Exactly. High enough levels of Imaginary Internal Energy trigger Honkai outbreaks.
Ryan didn't interrupt. Mei had never seen Honkai with her own eyes—only deduced it through theory. That alone was terrifying.
"And with her help, I revised my hypothesis on the energy's origin," Mei added, drawing a circle around the leaf on her notebook. "Energy doesn't appear out of nowhere. There must be something beyond the world's edge—a high-temperature source and a low-temperature one. Their interaction creates energy."
The Tree and the Sea…
Ryan's eyes lowered. He slowly raised a hand in mock surrender. "You have computational models to back all that up. You're a genius."

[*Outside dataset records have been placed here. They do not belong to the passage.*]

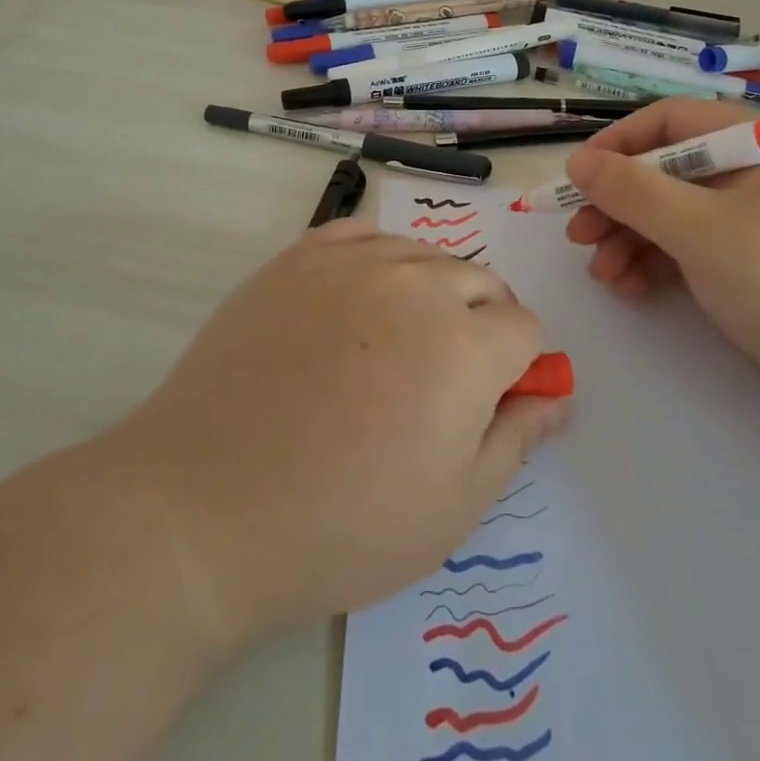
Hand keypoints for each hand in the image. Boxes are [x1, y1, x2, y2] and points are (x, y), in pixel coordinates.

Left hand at [122, 219, 563, 648]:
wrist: (205, 504)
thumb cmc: (340, 524)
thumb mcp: (451, 508)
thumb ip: (515, 439)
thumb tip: (554, 395)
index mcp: (465, 346)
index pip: (524, 329)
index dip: (516, 367)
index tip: (487, 401)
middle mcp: (416, 285)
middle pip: (480, 281)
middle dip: (481, 323)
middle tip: (441, 379)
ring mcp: (352, 263)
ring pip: (424, 255)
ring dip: (430, 290)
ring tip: (395, 345)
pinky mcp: (298, 257)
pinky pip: (362, 236)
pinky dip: (377, 261)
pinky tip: (357, 302)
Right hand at [563, 99, 759, 413]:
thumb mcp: (701, 230)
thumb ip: (632, 191)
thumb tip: (576, 160)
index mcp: (755, 139)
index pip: (668, 121)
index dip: (615, 145)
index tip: (576, 180)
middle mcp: (754, 168)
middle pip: (665, 169)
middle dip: (617, 203)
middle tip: (579, 237)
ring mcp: (755, 217)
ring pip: (673, 211)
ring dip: (630, 239)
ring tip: (603, 275)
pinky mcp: (754, 259)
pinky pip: (692, 245)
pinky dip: (658, 262)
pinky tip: (632, 288)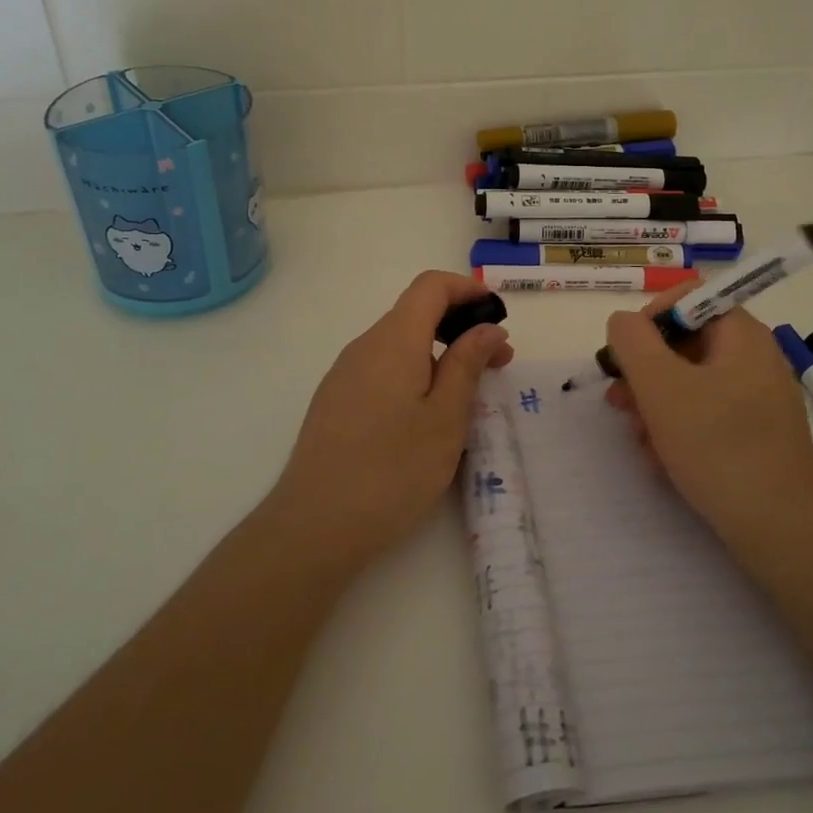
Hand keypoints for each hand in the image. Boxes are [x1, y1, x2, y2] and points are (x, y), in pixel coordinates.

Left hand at [268, 272, 513, 569]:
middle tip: (497, 363)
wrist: (314, 526)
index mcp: (393, 340)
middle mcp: (364, 346)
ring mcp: (344, 374)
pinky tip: (426, 415)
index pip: (431, 286)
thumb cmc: (392, 471)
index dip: (467, 289)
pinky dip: (414, 373)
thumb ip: (468, 364)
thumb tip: (488, 328)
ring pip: (399, 344)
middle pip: (415, 313)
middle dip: (460, 327)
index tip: (498, 314)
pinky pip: (382, 369)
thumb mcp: (446, 418)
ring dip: (439, 354)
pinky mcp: (335, 401)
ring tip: (467, 395)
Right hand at [604, 289, 812, 537]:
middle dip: (645, 371)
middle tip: (618, 400)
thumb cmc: (716, 445)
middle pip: (686, 343)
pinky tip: (661, 461)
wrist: (778, 528)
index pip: (690, 297)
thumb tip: (624, 322)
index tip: (626, 354)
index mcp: (742, 335)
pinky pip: (707, 415)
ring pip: (691, 383)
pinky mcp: (756, 434)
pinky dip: (679, 429)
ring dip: (655, 404)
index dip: (651, 317)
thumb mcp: (660, 385)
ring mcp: (758, 399)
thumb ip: (632, 341)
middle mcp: (755, 358)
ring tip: (638, 438)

"Flatter me again and I'll hit you," Mei muttered, brushing the leaf aside. "Besides, you did at least 30% of the math. So why didn't you attend the conference?"
"Mu Continent's too far. And you know I don't care about prestige."
"Then what do you care about?"
Like any story, life needed a plot.
"To stand in the present, and look to the future. I can tolerate not knowing, but I can't accept not understanding. Whether it's knowledge or power…" Ryan clenched his fist gently, a quiet fire in his gaze.
"I want to touch it. Understand it. Explore it. Then surpass it. I want to become a Trailblazer."
To be a Pathstrider wasn't just to fight—it was to be moved by ideals, to grow by them.
Fighting Honkai Beasts and walking through the fog was part of it. But so was sitting beside Mei, scrawling equations into notebooks, piecing together the truth.
"To seek understanding is admirable," Mei murmured. She stood, brushing cherry petals from her skirt. "But don't forget—dead men can't walk any paths."
"Haha, expansion and survival aren't mutually exclusive." Ryan adjusted his glasses with a faint smile.
"Relax. I'm just a harmless researcher."